For each line in the data that includes "Dolores", make a copy.

INPUT FOR THIS TASK
──────────
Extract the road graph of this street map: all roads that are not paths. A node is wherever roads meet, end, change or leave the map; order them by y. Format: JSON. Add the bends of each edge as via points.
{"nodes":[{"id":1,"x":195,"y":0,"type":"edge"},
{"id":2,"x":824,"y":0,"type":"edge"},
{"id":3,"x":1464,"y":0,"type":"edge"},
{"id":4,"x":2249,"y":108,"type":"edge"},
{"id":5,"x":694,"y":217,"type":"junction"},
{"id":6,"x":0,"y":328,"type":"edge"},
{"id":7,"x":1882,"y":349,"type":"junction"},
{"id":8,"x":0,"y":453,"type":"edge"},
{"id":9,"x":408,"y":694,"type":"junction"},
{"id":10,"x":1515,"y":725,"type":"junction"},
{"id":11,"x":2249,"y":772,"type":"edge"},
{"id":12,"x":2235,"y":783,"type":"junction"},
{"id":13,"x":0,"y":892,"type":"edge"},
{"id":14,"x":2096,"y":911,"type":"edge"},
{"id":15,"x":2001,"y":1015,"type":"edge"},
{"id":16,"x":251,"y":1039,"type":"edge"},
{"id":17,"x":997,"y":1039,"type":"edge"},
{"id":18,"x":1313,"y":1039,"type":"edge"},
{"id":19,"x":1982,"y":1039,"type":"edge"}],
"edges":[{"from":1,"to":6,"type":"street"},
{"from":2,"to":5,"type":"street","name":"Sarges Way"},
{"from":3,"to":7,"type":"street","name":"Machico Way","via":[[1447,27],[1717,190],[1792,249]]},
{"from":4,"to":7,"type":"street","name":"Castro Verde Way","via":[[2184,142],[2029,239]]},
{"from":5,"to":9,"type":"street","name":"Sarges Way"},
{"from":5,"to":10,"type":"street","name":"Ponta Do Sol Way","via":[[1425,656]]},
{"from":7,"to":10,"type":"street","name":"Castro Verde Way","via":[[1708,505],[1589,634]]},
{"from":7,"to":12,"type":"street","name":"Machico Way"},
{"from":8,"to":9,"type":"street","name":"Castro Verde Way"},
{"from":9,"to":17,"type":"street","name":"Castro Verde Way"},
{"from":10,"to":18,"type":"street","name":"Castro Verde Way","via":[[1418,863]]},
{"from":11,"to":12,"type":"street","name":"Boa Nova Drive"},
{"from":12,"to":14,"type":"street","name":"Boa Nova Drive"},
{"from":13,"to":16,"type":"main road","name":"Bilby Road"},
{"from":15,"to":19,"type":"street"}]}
──────────
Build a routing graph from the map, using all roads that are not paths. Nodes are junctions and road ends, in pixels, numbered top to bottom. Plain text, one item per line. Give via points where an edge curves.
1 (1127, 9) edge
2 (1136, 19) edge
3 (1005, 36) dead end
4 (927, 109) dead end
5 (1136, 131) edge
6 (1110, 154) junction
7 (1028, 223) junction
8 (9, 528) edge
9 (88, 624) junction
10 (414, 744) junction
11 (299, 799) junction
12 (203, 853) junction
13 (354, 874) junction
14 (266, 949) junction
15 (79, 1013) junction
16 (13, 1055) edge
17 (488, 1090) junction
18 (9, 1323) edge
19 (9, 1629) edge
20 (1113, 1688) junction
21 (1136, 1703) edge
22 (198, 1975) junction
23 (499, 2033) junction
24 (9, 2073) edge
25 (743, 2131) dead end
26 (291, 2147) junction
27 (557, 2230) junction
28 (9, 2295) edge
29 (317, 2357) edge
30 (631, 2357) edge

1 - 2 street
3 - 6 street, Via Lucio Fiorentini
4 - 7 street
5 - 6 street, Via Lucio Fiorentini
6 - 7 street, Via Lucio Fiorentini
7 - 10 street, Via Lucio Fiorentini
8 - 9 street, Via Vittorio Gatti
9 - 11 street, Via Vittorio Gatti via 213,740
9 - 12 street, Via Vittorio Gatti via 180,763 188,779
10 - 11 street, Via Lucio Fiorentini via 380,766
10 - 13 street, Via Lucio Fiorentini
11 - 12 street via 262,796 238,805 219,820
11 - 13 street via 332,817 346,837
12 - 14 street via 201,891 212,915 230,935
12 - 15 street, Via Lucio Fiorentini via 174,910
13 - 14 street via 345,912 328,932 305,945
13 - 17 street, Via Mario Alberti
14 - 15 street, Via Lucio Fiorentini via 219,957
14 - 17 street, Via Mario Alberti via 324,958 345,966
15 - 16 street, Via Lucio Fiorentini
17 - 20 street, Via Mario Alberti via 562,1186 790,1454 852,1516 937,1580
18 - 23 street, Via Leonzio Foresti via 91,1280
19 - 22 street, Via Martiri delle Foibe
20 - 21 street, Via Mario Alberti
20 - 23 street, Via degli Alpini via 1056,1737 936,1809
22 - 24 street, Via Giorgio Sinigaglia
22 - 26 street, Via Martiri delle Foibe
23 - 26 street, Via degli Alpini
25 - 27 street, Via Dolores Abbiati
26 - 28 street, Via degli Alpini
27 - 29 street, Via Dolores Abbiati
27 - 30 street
──────────
TASK RESPONSE
25 - 27 street, Via Dolores Abbiati
27 - 29 street, Via Dolores Abbiati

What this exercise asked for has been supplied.